Task to complete ▸ From first line to last, write out the data precisely as shown.

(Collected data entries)
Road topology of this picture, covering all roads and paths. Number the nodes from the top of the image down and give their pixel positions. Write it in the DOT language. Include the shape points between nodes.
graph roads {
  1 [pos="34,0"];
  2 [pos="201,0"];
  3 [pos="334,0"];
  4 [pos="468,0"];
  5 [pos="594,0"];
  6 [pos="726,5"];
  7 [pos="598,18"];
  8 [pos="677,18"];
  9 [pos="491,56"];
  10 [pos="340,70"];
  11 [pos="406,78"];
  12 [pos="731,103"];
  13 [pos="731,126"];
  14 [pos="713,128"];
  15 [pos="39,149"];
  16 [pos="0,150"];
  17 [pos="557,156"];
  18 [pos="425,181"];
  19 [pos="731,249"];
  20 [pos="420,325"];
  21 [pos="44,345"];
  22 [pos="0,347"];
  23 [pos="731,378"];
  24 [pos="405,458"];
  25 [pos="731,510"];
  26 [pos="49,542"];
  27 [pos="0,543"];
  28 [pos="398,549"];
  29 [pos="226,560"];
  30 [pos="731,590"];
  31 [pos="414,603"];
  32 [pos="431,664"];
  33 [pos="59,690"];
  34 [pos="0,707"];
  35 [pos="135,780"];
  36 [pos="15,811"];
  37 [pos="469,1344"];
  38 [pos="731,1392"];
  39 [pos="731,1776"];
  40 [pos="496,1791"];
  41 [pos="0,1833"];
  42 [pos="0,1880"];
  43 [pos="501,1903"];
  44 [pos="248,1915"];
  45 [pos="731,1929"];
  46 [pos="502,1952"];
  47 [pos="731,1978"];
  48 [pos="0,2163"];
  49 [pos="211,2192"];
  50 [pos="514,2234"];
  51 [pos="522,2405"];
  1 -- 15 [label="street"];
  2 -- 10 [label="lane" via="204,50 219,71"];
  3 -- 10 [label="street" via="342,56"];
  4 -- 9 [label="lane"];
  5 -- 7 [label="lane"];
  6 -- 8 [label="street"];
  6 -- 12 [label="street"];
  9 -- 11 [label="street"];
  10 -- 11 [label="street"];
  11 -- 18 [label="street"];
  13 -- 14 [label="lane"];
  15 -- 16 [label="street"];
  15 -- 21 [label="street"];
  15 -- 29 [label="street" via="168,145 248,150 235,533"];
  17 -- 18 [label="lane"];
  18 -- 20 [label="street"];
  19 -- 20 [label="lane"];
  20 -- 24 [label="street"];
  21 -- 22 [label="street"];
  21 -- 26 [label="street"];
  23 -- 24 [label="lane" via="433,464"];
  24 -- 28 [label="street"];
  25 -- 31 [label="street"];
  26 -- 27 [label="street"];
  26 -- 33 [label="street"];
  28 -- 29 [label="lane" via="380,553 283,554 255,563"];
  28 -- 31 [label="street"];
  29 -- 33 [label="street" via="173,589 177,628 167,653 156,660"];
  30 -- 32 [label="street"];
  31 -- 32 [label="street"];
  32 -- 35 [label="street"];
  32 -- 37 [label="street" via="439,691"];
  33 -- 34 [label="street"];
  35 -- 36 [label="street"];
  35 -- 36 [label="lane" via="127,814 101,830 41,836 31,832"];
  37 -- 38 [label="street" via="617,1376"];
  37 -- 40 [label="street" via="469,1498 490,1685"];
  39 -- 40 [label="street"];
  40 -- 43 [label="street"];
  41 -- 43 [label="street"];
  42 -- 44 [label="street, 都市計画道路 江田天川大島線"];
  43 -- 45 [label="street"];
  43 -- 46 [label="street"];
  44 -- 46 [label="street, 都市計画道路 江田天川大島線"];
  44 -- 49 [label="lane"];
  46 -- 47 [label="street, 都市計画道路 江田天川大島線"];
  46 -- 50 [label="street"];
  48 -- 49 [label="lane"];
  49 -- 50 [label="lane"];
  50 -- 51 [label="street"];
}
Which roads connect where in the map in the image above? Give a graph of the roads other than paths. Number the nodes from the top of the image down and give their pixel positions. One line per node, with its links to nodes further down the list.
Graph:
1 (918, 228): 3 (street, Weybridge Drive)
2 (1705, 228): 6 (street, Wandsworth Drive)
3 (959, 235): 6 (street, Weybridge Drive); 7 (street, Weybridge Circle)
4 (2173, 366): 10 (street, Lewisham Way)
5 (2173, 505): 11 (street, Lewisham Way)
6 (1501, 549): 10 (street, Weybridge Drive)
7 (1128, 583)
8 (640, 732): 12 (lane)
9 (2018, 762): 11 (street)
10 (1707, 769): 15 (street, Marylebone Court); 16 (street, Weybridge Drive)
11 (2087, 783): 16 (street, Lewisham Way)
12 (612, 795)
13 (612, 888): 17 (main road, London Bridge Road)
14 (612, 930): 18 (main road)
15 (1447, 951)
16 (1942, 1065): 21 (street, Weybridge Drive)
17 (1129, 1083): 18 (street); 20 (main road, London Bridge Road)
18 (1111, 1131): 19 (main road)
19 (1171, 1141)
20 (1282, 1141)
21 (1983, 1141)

Answer space ▸
Road topology of this picture, covering all roads and paths. Number the nodes from the top of the image down and give their pixel positions. Write it in the DOT language. Include the shape points between nodes.
graph roads {
  1 [pos="34,0"];
  2 [pos="201,0"];
  3 [pos="334,0"];
  4 [pos="468,0"];
  5 [pos="594,0"];
  6 [pos="726,5"];
  7 [pos="598,18"];
  8 [pos="677,18"];
  9 [pos="491,56"];
  10 [pos="340,70"];
  11 [pos="406,78"];
  12 [pos="731,103"];
  13 [pos="731,126"];
  14 [pos="713,128"];
  15 [pos="39,149"];
  16 [pos="0,150"];
  17 [pos="557,156"];
  18 [pos="425,181"];
  19 [pos="731,249"];
  20 [pos="420,325"];
  21 [pos="44,345"];
  22 [pos="0,347"];
  23 [pos="731,378"];
  24 [pos="405,458"];
  25 [pos="731,510"];
  26 [pos="49,542"];
  27 [pos="0,543"];
  28 [pos="398,549"];
  29 [pos="226,560"];
  30 [pos="731,590"];
  31 [pos="414,603"];
  32 [pos="431,664"];
  33 [pos="59,690"];
  34 [pos="0,707"];
  35 [pos="135,780"];
  36 [pos="15,811"];
  37 [pos="469,1344"];
  38 [pos="731,1392"];
  39 [pos="731,1776"];
  40 [pos="496,1791"];
  41 [pos="0,1833"];
  42 [pos="0,1880"];
  43 [pos="501,1903"];
  44 [pos="248,1915"];
  45 [pos="731,1929"];
  46 [pos="502,1952"];
  47 [pos="731,1978"];
  48 [pos="0,2163"];
  49 [pos="211,2192"];
  50 [pos="514,2234"];
  51 [pos="522,2405"];
  1 -- 15 [label="street"];
  2 -- 10 [label="lane" via="204,50 219,71"];
  3 -- 10 [label="street" via="342,56"];
  4 -- 9 [label="lane"];
  5 -- 7 [label="lane"];
  6 -- 8 [label="street"];
  6 -- 12 [label="street"];
  9 -- 11 [label="street"];
  10 -- 11 [label="street"];
  11 -- 18 [label="street"];
  13 -- 14 [label="lane"];
  15 -- 16 [label="street"];
  15 -- 21 [label="street"];
  15 -- 29 [label="street" via="168,145 248,150 235,533"];
  17 -- 18 [label="lane"];
  18 -- 20 [label="street"];
  19 -- 20 [label="lane"];
  20 -- 24 [label="street"];
  21 -- 22 [label="street"];
  21 -- 26 [label="street"];
  23 -- 24 [label="lane" via="433,464"];
  24 -- 28 [label="street"];
  25 -- 31 [label="street"];
  26 -- 27 [label="street"];
  26 -- 33 [label="street"];
  28 -- 29 [label="lane" via="380,553 283,554 255,563"];
  28 -- 31 [label="street"];
  29 -- 33 [label="street" via="173,589 177,628 167,653 156,660"];
  30 -- 32 [label="street"];
  31 -- 32 [label="street"];
  32 -- 35 [label="street"];
  32 -- 37 [label="street" via="439,691"];
  33 -- 34 [label="street"];
  35 -- 36 [label="street"];
  35 -- 36 [label="lane" via="127,814 101,830 41,836 31,832"];
  37 -- 38 [label="street" via="617,1376"];
  37 -- 40 [label="street" via="469,1498 490,1685"];
  39 -- 40 [label="street"];
  40 -- 43 [label="street"];
  41 -- 43 [label="street"];
  42 -- 44 [label="street, 都市計画道路 江田天川大島線"];
  43 -- 45 [label="street"];
  43 -- 46 [label="street"];
  44 -- 46 [label="street, 都市計画道路 江田天川大島線"];
  44 -- 49 [label="lane"];
  46 -- 47 [label="street, 都市計画道路 江田天川大島線"];
  46 -- 50 [label="street"];
  48 -- 49 [label="lane"];
  49 -- 50 [label="lane"];
  50 -- 51 [label="street"];
}
Which roads connect where in the map in the image above? Give a graph of the roads other than paths. Number the nodes from the top of the image down and give their pixel positions. One line per node, with its links to nodes further down the list.
Graph:
1 (918, 228): 3 (street, Weybridge Drive)
2 (1705, 228): 6 (street, Wandsworth Drive)
3 (959, 235): 6 (street, Weybridge Drive); 7 (street, Weybridge Circle)
4 (2173, 366): 10 (street, Lewisham Way)
5 (2173, 505): 11 (street, Lewisham Way)
6 (1501, 549): 10 (street, Weybridge Drive)
7 (1128, 583)
8 (640, 732): 12 (lane)
9 (2018, 762): 11 (street)
10 (1707, 769): 15 (street, Marylebone Court); 16 (street, Weybridge Drive)
11 (2087, 783): 16 (street, Lewisham Way)
12 (612, 795)
13 (612, 888): 17 (main road, London Bridge Road)
14 (612, 930): 18 (main road)
15 (1447, 951)
16 (1942, 1065): 21 (street, Weybridge Drive)
17 (1129, 1083): 18 (street); 20 (main road, London Bridge Road)
18 (1111, 1131): 19 (main road)
19 (1171, 1141)
20 (1282, 1141)
21 (1983, 1141)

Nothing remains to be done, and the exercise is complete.